--- Dataset excerpts ---
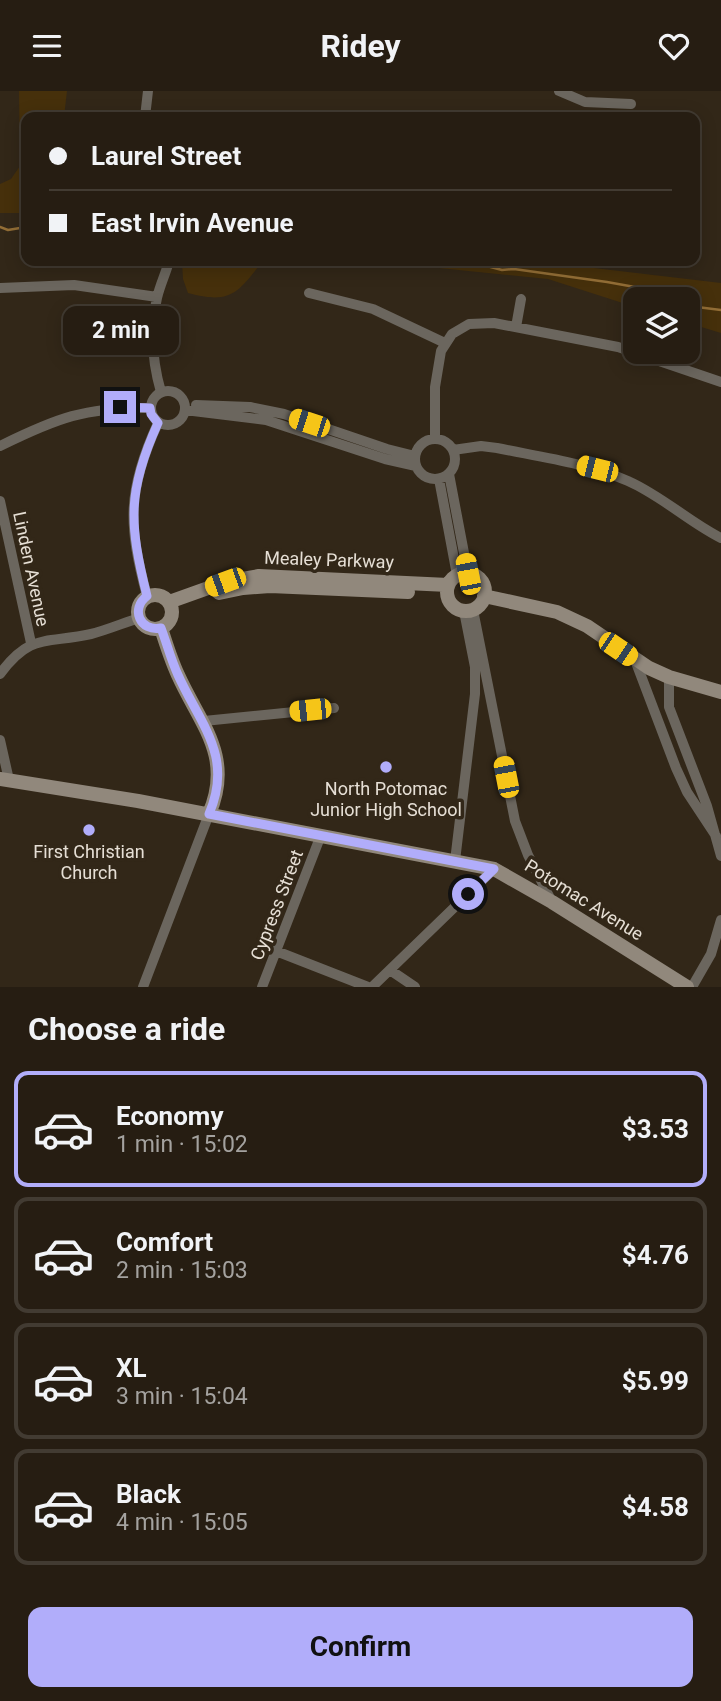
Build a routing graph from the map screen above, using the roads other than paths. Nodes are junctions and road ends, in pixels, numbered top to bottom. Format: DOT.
graph roads {
  1 [pos="148,91"];
  2 [pos="559,91"];
  3 [pos="631,104"];
  4 [pos="146,112"];
  5 [pos="167,266"];
  6 [pos="0,288"];
  7 [pos="309,293"];
  8 [pos="157,297"];
  9 [pos="522,299"];
  10 [pos="516,327"];
  11 [pos="445,343"];
  12 [pos="721,382"];
  13 [pos="161,392"];
  14 [pos="150,408"];
  15 [pos="185,408"];
  16 [pos="158,423"];
  17 [pos="435,439"];
  18 [pos="0,446"];
  19 [pos="453,450"];
  20 [pos="416,461"];
  21 [pos="449,474"];
  22 [pos="439,479"];
  23 [pos="0,501"];
  24 [pos="721,538"];
  25 [pos="455,582"];
  26 [pos="147,596"];
  27 [pos="484,596"];
  28 [pos="171,606"];
  29 [pos="469,611"];
  30 [pos="139,618"];
  31 [pos="161,628"];
  32 [pos="31,643"];
  33 [pos="635,660"];
  34 [pos="0,674"];
  35 [pos="669,677"];
  36 [pos="721,692"];
  37 [pos="334,708"];
  38 [pos="204,721"];
  39 [pos="0,740"];
  40 [pos="5,779"];
  41 [pos="209,814"];
  42 [pos="321,835"];
  43 [pos="716,836"];
  44 [pos="721,856"];
  45 [pos="455,861"];
  46 [pos="494,869"];
  47 [pos="552,902"];
  48 [pos="721,920"];
  49 [pos="276,951"];
  50 [pos="390,970"];
  51 [pos="143,987"];
  52 [pos="262,987"];
  53 [pos="370,987"];
  54 [pos="415,987"];
  55 [pos="690,987"];
  1 -- 4 [label="street"];
  2 -- 3 [label="street"];
  5 -- 8 [label="street"];
  6 -- 8 [label="street"];
  7 -- 11 [label="street"];
  8 -- 13 [label="street"];
  9 -- 10 [label="street"];
  10 -- 11 [label="street"];
  10 -- 12 [label="street"];
  11 -- 17 [label="street"];
  13 -- 14 [label="street"];
  13 -- 15 [label="street"];
  14 -- 16 [label="street"];
  14 -- 18 [label="street"];
  15 -- 16 [label="street"];
  15 -- 20 [label="street"];
  16 -- 26 [label="street"];
  17 -- 19 [label="street"];
  17 -- 20 [label="street"];
  19 -- 21 [label="street"];
  19 -- 24 [label="street"];
  20 -- 22 [label="street"];
  21 -- 22 [label="street"];
  21 -- 25 [label="street"];
  22 -- 25 [label="street"];
  23 -- 32 [label="street, Linden Avenue"];
  25 -- 27 [label="street"];
  25 -- 28 [label="street, Mealey Parkway"];
  25 -- 29 [label="street"];
  26 -- 28 [label="street"];
  26 -- 30 [label="street"];
  27 -- 29 [label="street"];
  27 -- 33 [label="street"];
  28 -- 31 [label="street"];
  29 -- 45 [label="street"];
  29 -- 47 [label="street"];
  30 -- 31 [label="street"];
  30 -- 32 [label="street"];
  31 -- 38 [label="street"];
  32 -- 34 [label="street"];
  33 -- 35 [label="street"];
  33 -- 43 [label="street"];
  35 -- 36 [label="street"];
  35 -- 43 [label="street"];
  37 -- 38 [label="street"];
  38 -- 41 [label="street"];
  39 -- 40 [label="street"];
  40 -- 41 [label="street, Potomac Avenue"];
  41 -- 42 [label="street, Potomac Avenue"];
  41 -- 51 [label="street"];
  42 -- 45 [label="street, Potomac Avenue"];
  42 -- 49 [label="street, Cypress Street"];
  43 -- 44 [label="street"];
  45 -- 46 [label="street, Potomac Avenue"];
  46 -- 47 [label="street, Potomac Avenue"];
  46 -- 50 [label="street"];
  47 -- 55 [label="street, Potomac Avenue"];
  48 -- 55 [label="street"];
  49 -- 52 [label="street, Cypress Street"];
  49 -- 53 [label="street"];
  50 -- 53 [label="street"];
  50 -- 54 [label="street"];
}
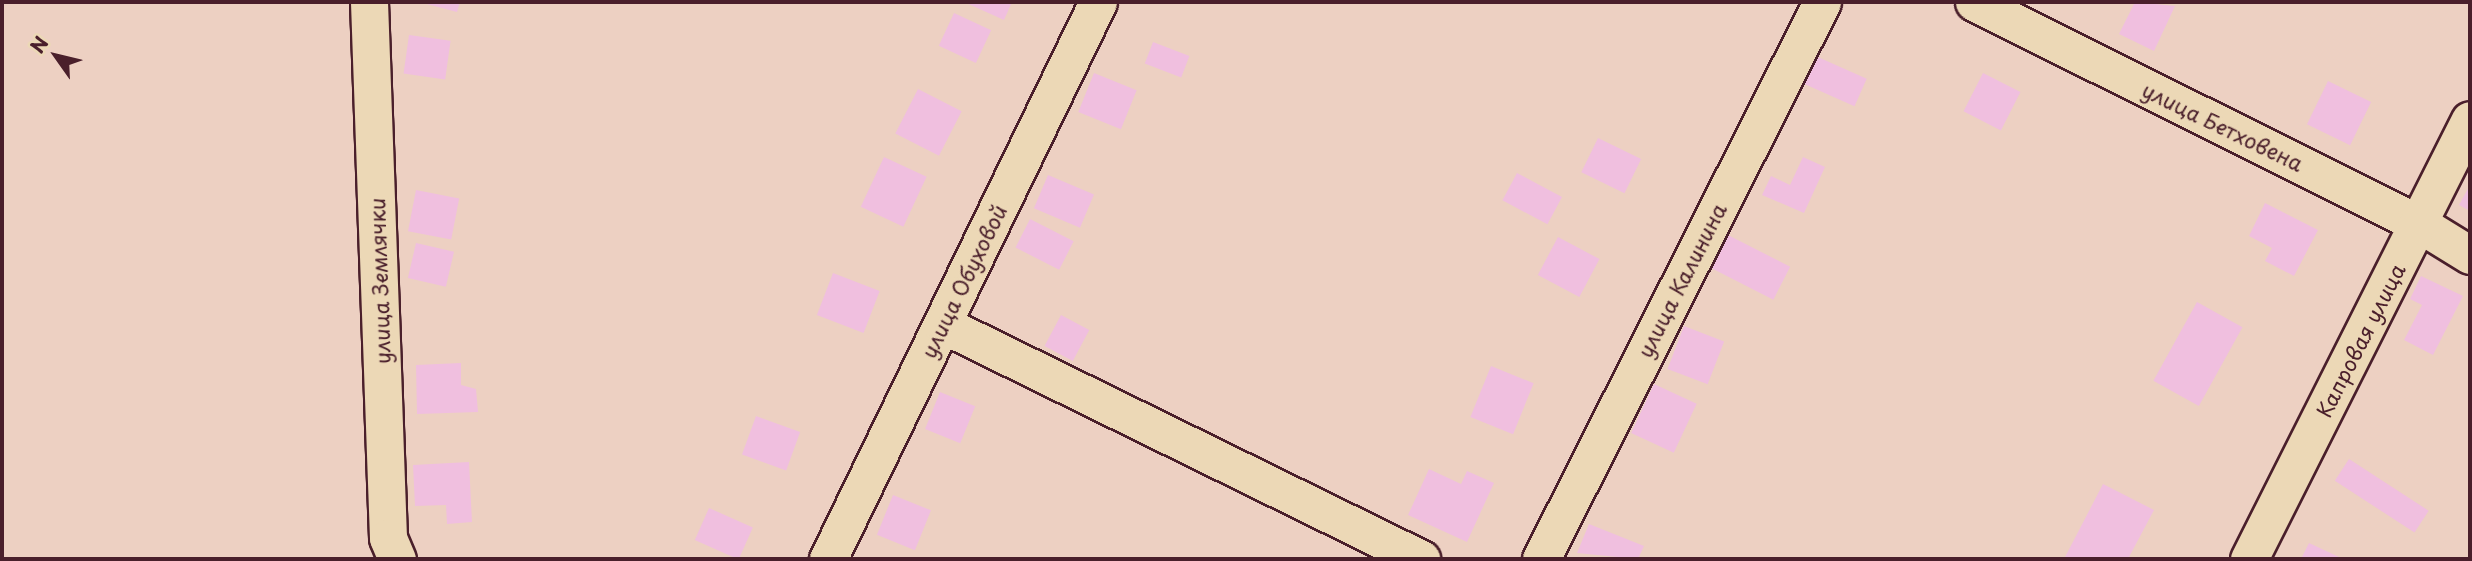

--- How to complete this task ---
Please set down the whole listing above exactly and skip every picture.

--- Output of the task ---
Build a routing graph from the map screen above, using the roads other than paths. Nodes are junctions and road ends, in pixels, numbered top to bottom. Format: DOT.
graph roads {
  1 [pos="148,91"];
  2 [pos="559,91"];
  3 [pos="631,104"];
  4 [pos="146,112"];
  5 [pos="167,266"];
  6 [pos="0,288"];
  7 [pos="309,293"];
  8 [pos="157,297"];
  9 [pos="522,299"];
  10 [pos="516,327"];
  11 [pos="445,343"];
  12 [pos="721,382"];
  13 [pos="161,392"];
  14 [pos="150,408"];
  15 [pos="185,408"];
  16 [pos="158,423"];
  17 [pos="435,439"];
  18 [pos="0,446"];
  19 [pos="453,450"];
  20 [pos="416,461"];
  21 [pos="449,474"];
  22 [pos="439,479"];
  23 [pos="0,501"];
  24 [pos="721,538"];
  25 [pos="455,582"];
  26 [pos="147,596"];
  27 [pos="484,596"];
  28 [pos="171,606"];
  29 [pos="469,611"];
  30 [pos="139,618"];
  31 [pos="161,628"];
  32 [pos="31,643"];
  33 [pos="635,660"];
  34 [pos="0,674"];
  35 [pos="669,677"];
  36 [pos="721,692"];
  37 [pos="334,708"];
  38 [pos="204,721"];
  39 [pos="0,740"];
  40 [pos="5,779"];
  41 [pos="209,814"];
  42 [pos="321,835"];
  43 [pos="716,836"];
  44 [pos="721,856"];
  45 [pos="455,861"];
  46 [pos="494,869"];
  47 [pos="552,902"];
  48 [pos="721,920"];
  49 [pos="276,951"];
  50 [pos="390,970"];
  51 [pos="143,987"];
  52 [pos="262,987"];
  53 [pos="370,987"];
  54 [pos="415,987"];
  55 [pos="690,987"];
  1 -- 4 [label="street"];
  2 -- 3 [label="street"];
  5 -- 8 [label="street"];
  6 -- 8 [label="street"];
  7 -- 11 [label="street"];
  8 -- 13 [label="street"];
  9 -- 10 [label="street"];
  10 -- 11 [label="street"];
  10 -- 12 [label="street"];
  11 -- 17 [label="street"];
  13 -- 14 [label="street"];
  13 -- 15 [label="street"];
  14 -- 16 [label="street"];
  14 -- 18 [label="street"];
  15 -- 16 [label="street"];
  15 -- 20 [label="street"];
  16 -- 26 [label="street"];
  17 -- 19 [label="street"];
  17 -- 20 [label="street"];
  19 -- 21 [label="street"];
  19 -- 24 [label="street"];
  20 -- 22 [label="street"];
  21 -- 22 [label="street"];
  21 -- 25 [label="street"];
  22 -- 25 [label="street"];
  23 -- 32 [label="street, Linden Avenue"];
  25 -- 27 [label="street"];
  25 -- 28 [label="street, Mealey Parkway"];
  25 -- 29 [label="street"];
  26 -- 28 [label="street"];
  26 -- 30 [label="street"];
  27 -- 29 [label="street"];
  27 -- 33 [label="street"];
  28 -- 31 [label="street"];
  29 -- 45 [label="street"];
  29 -- 47 [label="street"];
  30 -- 31 [label="street"];
  30 -- 32 [label="street"];
  31 -- 38 [label="street"];
  32 -- 34 [label="street"];
  33 -- 35 [label="street"];
  33 -- 43 [label="street"];
  35 -- 36 [label="street"];
  35 -- 43 [label="street"];
  37 -- 38 [label="street"];
  38 -- 41 [label="street"];
  39 -- 40 [label="street"];
  40 -- 41 [label="street, Potomac Avenue"];
  41 -- 42 [label="street, Potomac Avenue"];
  41 -- 51 [label="street"];
  42 -- 45 [label="street, Potomac Avenue"];
  42 -- 49 [label="street, Cypress Street"];
  43 -- 44 [label="street"];
  45 -- 46 [label="street, Potomac Avenue"];
  46 -- 47 [label="street, Potomac Avenue"];
  46 -- 50 [label="street"];
  47 -- 55 [label="street, Potomac Avenue"];
  48 -- 55 [label="street"];
  49 -- 52 [label="street, Cypress Street"];
  49 -- 53 [label="street"];
  50 -- 53 [label="street"];
  50 -- 54 [label="street"];
}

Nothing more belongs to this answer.